- Problem details -
Lift every line from the entries that includes the word "Avenue".
=-=-=
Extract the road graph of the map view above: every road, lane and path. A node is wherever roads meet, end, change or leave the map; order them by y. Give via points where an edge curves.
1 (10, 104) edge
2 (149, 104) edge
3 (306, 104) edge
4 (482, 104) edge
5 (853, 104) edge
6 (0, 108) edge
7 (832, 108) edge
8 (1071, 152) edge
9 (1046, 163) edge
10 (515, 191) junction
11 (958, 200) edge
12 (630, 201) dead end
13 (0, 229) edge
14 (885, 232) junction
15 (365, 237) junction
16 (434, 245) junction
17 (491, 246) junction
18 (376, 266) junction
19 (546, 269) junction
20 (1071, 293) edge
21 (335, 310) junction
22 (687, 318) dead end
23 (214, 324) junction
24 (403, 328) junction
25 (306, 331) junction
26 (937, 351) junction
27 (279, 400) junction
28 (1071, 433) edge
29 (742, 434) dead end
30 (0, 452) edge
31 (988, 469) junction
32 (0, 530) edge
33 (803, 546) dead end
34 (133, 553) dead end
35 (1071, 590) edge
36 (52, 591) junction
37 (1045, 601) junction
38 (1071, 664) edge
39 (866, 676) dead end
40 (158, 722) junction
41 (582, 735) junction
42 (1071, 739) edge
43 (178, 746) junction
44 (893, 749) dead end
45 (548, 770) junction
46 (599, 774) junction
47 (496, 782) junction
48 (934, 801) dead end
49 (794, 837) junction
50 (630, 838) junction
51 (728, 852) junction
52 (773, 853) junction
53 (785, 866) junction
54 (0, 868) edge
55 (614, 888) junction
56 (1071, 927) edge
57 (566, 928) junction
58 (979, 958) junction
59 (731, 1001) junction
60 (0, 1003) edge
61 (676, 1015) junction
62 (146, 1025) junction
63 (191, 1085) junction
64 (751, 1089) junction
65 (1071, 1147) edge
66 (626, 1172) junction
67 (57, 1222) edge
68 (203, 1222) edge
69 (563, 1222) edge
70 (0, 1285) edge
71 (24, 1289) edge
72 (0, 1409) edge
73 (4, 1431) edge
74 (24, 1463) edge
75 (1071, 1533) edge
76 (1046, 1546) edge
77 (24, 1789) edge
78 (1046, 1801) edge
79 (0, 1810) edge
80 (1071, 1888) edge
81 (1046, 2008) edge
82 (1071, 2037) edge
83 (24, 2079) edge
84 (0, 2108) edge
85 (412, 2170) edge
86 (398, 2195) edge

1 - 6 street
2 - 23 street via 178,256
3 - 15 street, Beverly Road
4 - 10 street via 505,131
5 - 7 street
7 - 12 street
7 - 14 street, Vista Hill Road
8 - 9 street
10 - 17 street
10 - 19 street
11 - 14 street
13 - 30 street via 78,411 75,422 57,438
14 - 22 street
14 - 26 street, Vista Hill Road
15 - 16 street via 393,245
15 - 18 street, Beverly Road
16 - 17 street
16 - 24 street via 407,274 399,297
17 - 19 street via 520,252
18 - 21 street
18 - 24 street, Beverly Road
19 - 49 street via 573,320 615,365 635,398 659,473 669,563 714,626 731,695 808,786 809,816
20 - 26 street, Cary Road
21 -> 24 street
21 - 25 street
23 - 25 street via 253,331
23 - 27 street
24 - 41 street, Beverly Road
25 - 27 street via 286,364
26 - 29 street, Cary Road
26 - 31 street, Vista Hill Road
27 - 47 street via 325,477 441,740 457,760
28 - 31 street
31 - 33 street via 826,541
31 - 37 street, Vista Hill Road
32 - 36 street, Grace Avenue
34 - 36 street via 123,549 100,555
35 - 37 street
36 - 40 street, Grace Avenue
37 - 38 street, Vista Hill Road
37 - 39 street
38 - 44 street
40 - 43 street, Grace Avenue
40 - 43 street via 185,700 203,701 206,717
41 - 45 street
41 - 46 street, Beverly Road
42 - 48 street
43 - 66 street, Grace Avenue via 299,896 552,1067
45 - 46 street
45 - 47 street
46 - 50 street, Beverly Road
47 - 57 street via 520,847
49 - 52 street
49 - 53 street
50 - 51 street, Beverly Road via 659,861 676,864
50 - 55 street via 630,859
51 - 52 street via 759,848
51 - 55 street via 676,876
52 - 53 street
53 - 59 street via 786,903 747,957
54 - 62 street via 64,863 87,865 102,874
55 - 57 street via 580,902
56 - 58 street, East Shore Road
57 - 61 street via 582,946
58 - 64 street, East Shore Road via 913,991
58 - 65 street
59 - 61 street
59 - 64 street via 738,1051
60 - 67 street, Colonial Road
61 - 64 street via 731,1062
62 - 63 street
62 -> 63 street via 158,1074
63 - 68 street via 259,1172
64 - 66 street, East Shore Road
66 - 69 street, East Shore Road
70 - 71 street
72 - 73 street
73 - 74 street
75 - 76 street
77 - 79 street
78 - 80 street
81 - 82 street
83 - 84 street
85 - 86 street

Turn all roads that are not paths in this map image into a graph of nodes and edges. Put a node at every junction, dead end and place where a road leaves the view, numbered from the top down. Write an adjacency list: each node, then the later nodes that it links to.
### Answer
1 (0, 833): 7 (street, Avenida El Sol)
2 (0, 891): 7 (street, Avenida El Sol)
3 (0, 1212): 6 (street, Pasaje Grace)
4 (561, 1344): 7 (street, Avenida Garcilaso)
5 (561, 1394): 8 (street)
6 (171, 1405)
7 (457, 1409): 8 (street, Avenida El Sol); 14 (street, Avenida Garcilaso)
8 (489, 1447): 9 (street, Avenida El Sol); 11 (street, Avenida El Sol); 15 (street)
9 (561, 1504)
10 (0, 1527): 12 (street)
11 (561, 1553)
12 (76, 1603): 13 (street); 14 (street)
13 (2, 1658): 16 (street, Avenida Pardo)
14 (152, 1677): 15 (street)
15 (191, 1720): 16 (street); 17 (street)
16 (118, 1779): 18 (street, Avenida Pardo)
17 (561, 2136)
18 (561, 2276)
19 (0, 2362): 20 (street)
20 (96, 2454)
=-=-=
- Result below -
32 - 36 street, Grace Avenue
36 - 40 street, Grace Avenue
40 - 43 street, Grace Avenue
43 - 66 street, Grace Avenue via 299,896 552,1067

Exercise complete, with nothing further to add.